INSTRUCTIONS TO FOLLOW. Look through the data below and extract, unchanged, the lines from the one that contains "index pip: (286, 312)" to the one that contains "pinky tip: (331, 429)", both included.

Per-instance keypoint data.
# # # # #

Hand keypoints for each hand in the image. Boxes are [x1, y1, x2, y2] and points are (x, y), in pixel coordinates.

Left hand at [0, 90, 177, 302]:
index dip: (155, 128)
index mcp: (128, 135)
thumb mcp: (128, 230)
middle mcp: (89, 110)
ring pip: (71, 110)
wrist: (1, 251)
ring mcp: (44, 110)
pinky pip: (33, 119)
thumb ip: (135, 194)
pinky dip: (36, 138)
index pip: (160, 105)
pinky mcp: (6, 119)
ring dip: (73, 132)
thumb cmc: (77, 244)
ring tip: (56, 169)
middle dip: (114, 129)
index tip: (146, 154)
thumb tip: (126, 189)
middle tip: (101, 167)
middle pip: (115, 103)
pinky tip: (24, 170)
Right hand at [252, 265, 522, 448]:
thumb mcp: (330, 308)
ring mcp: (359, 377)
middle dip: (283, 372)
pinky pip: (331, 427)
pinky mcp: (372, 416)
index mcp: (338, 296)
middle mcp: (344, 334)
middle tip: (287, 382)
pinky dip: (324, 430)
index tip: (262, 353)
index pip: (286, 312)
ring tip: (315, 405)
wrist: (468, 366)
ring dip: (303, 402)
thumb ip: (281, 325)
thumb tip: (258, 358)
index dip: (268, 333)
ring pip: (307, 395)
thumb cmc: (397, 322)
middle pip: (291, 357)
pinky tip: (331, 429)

# # # # #

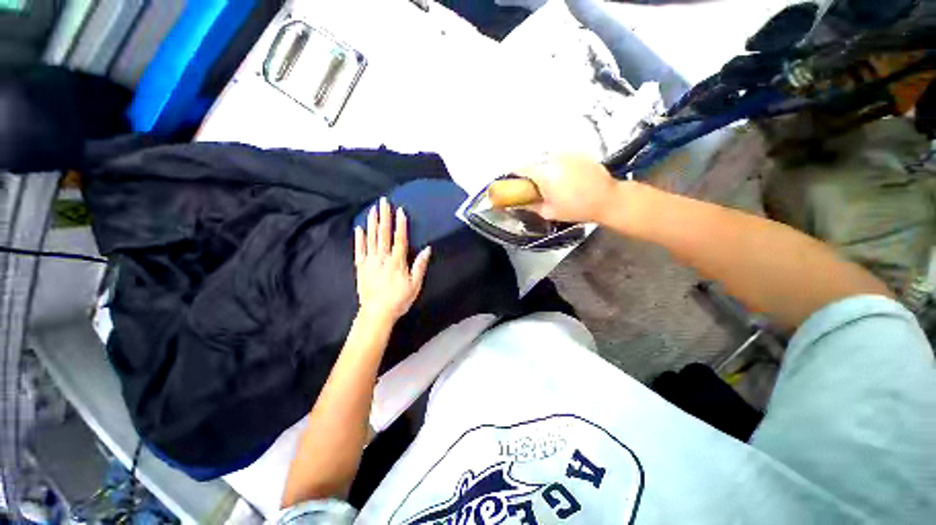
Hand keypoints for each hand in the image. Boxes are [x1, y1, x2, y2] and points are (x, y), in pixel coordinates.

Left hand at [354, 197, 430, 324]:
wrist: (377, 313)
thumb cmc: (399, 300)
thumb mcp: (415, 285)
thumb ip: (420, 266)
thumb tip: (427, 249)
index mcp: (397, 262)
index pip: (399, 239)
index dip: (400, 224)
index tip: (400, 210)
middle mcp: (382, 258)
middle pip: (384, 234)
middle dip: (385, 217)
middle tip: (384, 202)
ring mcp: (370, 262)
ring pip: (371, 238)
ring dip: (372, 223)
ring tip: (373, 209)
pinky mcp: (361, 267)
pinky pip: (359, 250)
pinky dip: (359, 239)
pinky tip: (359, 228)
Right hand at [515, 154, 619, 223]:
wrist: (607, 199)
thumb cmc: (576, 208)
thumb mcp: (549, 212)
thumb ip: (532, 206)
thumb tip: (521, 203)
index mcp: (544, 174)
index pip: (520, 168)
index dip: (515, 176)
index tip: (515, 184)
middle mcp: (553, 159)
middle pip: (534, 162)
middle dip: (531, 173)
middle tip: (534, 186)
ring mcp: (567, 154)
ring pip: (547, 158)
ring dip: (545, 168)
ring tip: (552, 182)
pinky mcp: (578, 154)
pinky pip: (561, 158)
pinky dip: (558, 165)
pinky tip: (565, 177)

# # # # #

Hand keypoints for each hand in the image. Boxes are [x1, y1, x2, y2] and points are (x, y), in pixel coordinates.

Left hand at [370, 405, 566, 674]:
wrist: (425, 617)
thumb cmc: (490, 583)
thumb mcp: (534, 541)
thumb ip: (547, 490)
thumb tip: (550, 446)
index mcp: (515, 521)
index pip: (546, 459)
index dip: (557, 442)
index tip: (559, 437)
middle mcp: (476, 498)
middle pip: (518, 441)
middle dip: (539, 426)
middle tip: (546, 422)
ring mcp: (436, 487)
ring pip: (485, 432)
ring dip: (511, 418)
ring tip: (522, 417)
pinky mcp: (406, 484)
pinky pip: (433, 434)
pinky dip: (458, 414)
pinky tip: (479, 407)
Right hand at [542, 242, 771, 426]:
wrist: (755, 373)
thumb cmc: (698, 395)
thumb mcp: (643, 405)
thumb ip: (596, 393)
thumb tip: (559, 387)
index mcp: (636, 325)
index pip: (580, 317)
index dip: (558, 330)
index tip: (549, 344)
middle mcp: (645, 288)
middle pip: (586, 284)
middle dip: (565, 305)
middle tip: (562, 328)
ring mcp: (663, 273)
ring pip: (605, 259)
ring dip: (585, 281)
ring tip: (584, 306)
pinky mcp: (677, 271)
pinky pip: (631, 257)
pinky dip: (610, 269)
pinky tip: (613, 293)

# # # # #

OUTPUT FOR THIS TASK.
index pip: (286, 312)
ring tip: (315, 405)
wrist: (468, 366)
ring dip: (303, 402)
thumb ip: (281, 325)
thumb tip: (258, 358)
index dip: (268, 333)
ring pip: (307, 395)
thumb cmc: (397, 322)
middle pip: (291, 357)
pinky tip: (331, 429)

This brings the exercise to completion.